### Exercise material
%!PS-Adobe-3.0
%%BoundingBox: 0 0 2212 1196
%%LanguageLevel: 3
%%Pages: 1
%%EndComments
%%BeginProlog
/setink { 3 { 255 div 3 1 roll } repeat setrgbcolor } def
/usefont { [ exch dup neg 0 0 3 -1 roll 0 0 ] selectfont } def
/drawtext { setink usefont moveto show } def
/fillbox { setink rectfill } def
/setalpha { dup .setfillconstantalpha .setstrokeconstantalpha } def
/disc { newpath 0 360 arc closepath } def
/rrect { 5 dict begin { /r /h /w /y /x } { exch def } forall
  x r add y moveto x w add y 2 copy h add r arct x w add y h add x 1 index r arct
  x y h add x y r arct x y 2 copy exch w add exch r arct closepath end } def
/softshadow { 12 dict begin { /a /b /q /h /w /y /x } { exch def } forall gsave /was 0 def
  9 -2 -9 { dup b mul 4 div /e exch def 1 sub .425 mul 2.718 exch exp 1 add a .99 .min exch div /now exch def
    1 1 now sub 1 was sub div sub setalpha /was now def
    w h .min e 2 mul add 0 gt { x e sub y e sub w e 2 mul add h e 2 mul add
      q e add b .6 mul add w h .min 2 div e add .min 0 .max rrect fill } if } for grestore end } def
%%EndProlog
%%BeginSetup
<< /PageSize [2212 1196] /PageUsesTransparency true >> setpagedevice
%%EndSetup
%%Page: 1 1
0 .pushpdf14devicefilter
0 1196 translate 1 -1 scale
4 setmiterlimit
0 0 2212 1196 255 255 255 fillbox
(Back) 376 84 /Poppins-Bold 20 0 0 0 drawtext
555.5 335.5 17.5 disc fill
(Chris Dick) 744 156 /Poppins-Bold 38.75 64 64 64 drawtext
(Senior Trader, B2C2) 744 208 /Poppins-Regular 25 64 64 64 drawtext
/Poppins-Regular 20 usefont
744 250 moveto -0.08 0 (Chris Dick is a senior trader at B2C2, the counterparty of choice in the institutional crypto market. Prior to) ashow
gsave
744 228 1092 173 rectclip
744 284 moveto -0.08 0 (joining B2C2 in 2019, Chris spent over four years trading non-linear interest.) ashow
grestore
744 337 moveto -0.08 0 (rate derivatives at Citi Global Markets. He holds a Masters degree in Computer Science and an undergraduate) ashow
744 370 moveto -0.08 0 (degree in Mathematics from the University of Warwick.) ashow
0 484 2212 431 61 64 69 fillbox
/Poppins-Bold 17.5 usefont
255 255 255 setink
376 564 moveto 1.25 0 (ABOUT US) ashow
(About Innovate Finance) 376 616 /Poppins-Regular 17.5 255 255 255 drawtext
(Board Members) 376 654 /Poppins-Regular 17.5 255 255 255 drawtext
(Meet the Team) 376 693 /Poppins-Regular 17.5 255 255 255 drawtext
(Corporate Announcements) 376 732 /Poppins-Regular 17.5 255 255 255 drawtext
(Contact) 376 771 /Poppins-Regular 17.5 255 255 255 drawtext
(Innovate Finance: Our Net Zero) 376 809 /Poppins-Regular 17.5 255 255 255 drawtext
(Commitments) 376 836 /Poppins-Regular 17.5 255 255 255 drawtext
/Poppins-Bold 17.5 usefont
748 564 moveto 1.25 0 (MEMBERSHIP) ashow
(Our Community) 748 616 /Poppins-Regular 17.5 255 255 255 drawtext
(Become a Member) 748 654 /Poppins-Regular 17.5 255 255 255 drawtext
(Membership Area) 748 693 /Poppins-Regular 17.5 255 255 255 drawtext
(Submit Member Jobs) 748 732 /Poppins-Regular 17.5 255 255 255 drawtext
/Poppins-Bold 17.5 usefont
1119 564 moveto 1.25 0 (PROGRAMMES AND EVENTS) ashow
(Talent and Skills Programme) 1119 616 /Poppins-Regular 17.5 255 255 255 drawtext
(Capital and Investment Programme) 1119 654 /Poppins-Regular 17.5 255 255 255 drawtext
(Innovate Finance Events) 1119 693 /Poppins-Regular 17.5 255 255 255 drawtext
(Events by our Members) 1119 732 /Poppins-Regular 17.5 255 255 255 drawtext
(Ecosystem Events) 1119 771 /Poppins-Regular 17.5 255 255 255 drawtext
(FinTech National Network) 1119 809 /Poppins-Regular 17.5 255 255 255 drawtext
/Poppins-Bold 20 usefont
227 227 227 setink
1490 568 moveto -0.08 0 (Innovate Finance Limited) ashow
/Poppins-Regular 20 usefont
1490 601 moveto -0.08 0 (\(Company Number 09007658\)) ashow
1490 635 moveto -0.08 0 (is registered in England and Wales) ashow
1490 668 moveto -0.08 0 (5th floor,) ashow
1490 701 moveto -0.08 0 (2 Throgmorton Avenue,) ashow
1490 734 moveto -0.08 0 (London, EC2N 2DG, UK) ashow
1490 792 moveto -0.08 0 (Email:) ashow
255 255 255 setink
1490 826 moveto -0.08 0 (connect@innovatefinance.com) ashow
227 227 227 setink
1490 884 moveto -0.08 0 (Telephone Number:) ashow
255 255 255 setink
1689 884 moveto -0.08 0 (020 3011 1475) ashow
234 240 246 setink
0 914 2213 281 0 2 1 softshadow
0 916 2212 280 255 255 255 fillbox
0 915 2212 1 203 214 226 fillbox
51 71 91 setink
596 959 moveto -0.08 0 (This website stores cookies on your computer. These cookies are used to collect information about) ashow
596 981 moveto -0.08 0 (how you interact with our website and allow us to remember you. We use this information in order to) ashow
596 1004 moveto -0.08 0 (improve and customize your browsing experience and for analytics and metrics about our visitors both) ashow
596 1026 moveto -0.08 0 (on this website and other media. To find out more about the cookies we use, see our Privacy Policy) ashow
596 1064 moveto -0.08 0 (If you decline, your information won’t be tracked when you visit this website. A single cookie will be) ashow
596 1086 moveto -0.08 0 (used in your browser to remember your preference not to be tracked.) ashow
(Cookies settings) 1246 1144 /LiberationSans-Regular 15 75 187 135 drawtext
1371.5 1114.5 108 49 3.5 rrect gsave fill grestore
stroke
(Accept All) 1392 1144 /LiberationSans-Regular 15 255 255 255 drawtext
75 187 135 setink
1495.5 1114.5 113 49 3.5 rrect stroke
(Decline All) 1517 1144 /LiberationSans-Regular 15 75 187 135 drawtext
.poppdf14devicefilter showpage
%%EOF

### Work item
Across the entries above, how many lines include the word "dict"? Give only the number.

### Result of this exercise
2